The report noted that large, flat tracts of land are desirable for data centers, putting hilly and mountainous Southwest Virginia at a disadvantage in attracting them. Many of the state’s distressed localities are also far removed from data center customers and the population centers they service.

Since 2010, Virginia has offered a sales and use tax exemption for data centers. The report notes that the exemption resulted in $928 million of tax savings for data centers in Fiscal Year 2023, and roughly 90 percent of the industry utilized it to some extent. 

The report offers three options regarding the tax exemption. It can be extended to maintain growth and economic benefits; legislators could allow the exemption to expire to slow growth and reduce energy impacts; or, third, it could be modified to balance both priorities.

It also suggests the exemption be changed to address concerns such as energy efficiency, natural resources and residential impacts but notes such a measure could make an exemption a less attractive option for the industry. 

Recommendations and policy options

In terms of legislative action, the report included five recommendations, including amending the state code to clarify that electric “utilities have the authority to delay, but not deny, service to customers when the addition of customer load cannot be supported by the transmission system or available generation capacity.”

The report also recommends legislation empowering local governments to set and enforce sound-level ordinances for data centers.

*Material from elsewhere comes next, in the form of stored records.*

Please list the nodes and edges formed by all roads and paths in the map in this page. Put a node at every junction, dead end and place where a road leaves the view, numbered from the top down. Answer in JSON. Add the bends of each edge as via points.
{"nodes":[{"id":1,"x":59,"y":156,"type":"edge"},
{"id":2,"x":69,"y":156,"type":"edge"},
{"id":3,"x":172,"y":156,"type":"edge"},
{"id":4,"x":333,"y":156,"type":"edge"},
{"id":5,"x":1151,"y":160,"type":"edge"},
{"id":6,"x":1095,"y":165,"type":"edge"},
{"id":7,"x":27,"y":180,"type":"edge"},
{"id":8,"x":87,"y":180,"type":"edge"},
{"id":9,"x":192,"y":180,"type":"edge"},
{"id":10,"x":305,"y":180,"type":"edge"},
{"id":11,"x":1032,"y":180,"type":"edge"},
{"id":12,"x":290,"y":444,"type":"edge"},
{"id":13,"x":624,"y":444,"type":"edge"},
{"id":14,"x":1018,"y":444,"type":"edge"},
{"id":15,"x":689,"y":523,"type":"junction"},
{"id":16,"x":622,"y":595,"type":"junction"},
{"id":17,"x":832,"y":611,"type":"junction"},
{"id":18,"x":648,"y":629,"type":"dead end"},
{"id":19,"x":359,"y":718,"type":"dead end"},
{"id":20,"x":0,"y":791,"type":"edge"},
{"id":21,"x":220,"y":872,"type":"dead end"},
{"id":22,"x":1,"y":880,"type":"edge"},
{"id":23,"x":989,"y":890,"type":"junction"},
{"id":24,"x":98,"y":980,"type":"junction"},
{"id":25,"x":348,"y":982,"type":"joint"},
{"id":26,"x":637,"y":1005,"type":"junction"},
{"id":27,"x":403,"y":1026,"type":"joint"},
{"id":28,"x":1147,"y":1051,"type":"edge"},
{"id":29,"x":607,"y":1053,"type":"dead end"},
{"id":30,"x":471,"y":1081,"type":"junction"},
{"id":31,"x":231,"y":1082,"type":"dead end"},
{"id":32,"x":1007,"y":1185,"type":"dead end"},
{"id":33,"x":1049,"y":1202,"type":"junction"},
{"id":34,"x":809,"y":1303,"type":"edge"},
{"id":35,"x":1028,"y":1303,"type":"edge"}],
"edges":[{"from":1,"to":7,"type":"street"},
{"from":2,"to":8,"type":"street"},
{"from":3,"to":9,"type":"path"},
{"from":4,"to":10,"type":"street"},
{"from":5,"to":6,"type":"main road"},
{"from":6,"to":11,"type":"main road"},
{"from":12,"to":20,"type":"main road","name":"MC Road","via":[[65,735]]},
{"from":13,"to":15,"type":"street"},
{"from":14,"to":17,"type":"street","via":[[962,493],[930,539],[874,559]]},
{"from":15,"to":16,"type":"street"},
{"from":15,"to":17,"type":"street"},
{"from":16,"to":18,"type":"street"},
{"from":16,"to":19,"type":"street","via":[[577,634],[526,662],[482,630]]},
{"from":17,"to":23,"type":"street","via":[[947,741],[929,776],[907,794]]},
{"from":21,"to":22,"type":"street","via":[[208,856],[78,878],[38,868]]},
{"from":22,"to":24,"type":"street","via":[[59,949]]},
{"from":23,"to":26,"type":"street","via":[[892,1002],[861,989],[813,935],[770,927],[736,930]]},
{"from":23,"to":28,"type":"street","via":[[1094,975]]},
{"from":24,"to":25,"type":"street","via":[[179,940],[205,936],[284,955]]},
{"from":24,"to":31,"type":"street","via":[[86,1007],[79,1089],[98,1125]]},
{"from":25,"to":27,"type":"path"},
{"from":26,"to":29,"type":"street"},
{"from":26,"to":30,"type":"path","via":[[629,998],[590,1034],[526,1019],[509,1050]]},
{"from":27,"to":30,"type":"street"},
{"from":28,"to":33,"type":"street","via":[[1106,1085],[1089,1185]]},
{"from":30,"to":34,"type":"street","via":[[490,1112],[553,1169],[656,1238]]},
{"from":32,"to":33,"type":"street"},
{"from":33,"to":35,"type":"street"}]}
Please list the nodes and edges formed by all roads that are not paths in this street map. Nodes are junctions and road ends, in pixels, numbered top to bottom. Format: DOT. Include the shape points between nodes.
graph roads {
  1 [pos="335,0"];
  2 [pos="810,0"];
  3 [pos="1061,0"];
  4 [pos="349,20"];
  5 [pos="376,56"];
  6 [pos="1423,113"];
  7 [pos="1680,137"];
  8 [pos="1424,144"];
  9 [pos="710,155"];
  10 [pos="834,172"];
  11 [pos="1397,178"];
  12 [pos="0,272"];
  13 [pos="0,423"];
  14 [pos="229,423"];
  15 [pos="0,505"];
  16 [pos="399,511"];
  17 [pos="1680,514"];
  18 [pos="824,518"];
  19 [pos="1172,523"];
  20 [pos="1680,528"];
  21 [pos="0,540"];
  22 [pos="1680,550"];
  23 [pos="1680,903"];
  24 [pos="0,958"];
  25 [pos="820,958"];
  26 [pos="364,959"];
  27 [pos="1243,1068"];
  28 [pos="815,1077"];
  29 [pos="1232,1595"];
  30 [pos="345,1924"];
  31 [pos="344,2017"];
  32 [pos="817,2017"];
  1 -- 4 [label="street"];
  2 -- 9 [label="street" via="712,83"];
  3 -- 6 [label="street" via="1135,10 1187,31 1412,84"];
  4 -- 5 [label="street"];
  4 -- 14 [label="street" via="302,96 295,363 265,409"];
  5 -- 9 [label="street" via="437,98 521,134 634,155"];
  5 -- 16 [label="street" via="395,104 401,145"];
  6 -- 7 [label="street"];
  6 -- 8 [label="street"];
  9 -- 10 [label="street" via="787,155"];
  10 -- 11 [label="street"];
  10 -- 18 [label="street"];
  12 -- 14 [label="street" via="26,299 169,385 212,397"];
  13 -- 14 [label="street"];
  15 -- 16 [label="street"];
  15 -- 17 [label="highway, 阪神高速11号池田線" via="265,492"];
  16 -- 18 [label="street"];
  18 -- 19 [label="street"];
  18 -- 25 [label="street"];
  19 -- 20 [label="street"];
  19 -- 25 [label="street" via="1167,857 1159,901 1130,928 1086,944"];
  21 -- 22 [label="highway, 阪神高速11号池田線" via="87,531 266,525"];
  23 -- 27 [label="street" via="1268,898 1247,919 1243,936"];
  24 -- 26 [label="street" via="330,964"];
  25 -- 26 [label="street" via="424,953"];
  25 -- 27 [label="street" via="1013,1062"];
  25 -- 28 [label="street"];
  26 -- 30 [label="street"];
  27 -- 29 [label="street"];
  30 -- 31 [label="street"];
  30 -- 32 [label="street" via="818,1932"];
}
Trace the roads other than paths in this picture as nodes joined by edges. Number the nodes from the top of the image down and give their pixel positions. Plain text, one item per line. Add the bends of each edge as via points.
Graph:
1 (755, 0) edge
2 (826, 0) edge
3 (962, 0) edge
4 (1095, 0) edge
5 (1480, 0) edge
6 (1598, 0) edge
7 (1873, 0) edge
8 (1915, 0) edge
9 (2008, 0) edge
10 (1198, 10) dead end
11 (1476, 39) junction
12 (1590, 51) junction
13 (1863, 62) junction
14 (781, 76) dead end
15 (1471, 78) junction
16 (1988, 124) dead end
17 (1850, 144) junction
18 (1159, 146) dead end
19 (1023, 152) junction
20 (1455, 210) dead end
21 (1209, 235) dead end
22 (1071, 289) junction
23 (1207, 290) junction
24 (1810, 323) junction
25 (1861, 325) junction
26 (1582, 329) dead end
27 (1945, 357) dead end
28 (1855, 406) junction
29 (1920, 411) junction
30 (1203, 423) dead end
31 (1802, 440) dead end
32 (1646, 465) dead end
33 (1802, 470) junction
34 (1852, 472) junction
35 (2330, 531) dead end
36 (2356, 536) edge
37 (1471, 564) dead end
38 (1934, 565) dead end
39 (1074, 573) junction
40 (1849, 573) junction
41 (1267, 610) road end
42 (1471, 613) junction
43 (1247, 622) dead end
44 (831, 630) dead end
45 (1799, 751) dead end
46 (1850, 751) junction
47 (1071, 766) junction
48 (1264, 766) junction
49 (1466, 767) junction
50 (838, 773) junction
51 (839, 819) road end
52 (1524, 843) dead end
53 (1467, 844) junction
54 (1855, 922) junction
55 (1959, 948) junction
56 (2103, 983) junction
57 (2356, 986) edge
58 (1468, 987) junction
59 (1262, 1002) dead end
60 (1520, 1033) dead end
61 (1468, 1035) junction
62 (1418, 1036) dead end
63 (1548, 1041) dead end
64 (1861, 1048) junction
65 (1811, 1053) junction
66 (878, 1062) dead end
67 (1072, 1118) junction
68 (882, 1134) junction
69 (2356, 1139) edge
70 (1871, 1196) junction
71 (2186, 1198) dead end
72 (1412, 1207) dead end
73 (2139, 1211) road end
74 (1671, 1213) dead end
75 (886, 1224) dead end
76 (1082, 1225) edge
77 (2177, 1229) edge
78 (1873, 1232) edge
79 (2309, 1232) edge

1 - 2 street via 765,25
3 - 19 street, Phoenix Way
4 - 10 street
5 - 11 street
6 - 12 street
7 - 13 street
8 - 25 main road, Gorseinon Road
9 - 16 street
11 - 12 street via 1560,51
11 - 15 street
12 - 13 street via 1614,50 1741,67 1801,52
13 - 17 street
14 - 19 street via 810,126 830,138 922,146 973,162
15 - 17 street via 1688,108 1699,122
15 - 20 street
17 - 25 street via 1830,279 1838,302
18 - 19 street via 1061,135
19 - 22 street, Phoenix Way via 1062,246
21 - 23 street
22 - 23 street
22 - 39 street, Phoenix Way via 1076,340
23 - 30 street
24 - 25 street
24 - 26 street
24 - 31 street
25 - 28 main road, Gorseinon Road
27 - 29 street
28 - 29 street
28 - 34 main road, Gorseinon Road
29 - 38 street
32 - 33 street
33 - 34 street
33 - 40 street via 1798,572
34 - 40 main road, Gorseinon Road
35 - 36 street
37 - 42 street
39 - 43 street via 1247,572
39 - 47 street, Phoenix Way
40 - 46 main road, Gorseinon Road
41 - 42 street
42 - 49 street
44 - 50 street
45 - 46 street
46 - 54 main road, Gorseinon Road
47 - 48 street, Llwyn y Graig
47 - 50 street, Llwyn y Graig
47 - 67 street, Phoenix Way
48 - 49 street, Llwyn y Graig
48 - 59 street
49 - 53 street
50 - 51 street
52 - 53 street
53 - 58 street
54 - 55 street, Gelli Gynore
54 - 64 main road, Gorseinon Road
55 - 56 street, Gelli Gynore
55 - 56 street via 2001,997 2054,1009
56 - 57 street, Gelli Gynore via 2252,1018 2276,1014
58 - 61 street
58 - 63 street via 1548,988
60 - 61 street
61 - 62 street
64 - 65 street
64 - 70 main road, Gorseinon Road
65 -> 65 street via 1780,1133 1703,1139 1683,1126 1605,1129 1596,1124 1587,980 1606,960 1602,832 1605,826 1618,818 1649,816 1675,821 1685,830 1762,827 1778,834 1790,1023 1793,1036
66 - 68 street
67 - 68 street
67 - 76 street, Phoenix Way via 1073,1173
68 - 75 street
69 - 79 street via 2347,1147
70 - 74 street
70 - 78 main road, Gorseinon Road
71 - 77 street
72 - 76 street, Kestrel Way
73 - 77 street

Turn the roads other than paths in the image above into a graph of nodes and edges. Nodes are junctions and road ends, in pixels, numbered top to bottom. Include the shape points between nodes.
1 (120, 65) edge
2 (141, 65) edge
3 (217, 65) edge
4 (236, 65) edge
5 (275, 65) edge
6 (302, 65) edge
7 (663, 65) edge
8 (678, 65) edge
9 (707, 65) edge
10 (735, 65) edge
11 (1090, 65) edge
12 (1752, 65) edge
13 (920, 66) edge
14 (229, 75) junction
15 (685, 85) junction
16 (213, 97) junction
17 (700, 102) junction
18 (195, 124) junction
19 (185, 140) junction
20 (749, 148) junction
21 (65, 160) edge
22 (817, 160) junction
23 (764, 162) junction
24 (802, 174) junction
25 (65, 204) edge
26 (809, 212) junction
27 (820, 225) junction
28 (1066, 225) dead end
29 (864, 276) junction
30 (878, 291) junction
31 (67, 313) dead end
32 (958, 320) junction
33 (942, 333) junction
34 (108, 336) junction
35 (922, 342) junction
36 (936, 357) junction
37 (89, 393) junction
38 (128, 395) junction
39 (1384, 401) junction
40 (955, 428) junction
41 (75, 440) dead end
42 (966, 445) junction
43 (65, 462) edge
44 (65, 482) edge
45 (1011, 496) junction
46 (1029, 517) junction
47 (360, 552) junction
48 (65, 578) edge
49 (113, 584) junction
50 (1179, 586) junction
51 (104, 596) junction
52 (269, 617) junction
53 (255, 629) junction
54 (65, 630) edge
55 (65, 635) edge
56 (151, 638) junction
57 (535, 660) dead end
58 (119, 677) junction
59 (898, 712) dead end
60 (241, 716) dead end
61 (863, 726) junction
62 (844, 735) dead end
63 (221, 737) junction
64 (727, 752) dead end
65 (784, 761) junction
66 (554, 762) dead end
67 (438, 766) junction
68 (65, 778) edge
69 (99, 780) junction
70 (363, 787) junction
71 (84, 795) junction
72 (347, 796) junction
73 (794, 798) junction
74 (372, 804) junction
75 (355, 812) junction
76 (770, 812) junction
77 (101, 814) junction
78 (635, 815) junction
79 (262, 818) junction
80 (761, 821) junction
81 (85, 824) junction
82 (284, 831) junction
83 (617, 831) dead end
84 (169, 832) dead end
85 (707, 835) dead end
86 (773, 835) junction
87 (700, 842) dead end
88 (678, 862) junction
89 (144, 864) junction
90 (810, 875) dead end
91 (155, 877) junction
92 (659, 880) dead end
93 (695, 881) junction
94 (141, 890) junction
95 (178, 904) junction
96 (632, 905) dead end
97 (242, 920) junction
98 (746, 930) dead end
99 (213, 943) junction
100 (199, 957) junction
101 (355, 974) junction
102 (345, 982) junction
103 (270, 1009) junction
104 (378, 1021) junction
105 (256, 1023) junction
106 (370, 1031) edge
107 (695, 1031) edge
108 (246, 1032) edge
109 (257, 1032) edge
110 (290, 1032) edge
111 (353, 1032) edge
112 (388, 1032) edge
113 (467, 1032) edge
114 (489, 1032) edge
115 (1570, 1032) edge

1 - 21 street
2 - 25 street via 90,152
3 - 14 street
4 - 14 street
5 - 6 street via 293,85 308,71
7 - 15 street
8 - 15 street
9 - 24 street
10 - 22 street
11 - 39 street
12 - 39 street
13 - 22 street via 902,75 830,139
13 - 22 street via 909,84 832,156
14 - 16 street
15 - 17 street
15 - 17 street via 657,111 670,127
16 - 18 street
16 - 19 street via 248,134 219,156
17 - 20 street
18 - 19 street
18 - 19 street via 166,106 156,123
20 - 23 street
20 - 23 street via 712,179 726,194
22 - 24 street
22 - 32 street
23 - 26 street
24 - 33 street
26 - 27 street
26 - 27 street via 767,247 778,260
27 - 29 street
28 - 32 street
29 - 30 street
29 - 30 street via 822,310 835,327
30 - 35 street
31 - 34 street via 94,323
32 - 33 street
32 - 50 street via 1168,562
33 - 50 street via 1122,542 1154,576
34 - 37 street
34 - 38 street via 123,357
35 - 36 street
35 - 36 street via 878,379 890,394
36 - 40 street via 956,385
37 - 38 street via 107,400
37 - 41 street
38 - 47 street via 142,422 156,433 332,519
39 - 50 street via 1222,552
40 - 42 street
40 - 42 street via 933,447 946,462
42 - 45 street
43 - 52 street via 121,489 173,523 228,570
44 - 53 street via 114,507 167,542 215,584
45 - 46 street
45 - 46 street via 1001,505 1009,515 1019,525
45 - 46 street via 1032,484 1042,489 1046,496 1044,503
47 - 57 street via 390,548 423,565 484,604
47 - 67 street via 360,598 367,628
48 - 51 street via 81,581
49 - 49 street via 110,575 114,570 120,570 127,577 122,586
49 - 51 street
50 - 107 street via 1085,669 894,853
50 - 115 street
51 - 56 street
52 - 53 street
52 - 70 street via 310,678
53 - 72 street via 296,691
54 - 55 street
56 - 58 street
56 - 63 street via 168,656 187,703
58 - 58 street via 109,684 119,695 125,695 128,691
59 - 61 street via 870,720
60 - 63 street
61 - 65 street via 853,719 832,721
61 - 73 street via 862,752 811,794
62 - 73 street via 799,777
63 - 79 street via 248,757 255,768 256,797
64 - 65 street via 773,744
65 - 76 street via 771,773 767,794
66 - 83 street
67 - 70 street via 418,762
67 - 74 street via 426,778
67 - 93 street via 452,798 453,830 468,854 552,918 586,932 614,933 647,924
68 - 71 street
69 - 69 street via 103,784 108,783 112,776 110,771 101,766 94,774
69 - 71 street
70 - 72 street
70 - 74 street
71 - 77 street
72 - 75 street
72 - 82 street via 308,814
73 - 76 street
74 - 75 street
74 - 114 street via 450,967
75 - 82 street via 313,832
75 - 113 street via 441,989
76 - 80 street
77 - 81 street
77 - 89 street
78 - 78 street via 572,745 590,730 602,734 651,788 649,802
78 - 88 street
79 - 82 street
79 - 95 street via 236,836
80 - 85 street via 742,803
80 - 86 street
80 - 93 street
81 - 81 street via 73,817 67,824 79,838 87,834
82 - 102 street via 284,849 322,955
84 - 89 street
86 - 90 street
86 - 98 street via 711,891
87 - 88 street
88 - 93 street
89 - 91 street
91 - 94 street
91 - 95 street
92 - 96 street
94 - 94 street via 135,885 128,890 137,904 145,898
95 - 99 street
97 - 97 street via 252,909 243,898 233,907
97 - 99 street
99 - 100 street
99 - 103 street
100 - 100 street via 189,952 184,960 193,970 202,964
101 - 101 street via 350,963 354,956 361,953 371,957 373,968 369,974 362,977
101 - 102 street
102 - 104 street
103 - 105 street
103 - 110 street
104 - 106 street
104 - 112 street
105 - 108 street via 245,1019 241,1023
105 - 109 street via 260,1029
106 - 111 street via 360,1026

Another recommendation is that legislators direct Dominion Energy to develop a plan “for addressing the risk of generation and transmission infrastructure costs being stranded with existing customers and file that plan with the State Corporation Commission as part of its biennial rate review filing or as a separate filing.”

Policy options included requiring data center companies to meet an established energy management standard, such as the International Organization for Standardization’s 50001 standard for energy management, as a condition of receiving the sales tax exemption.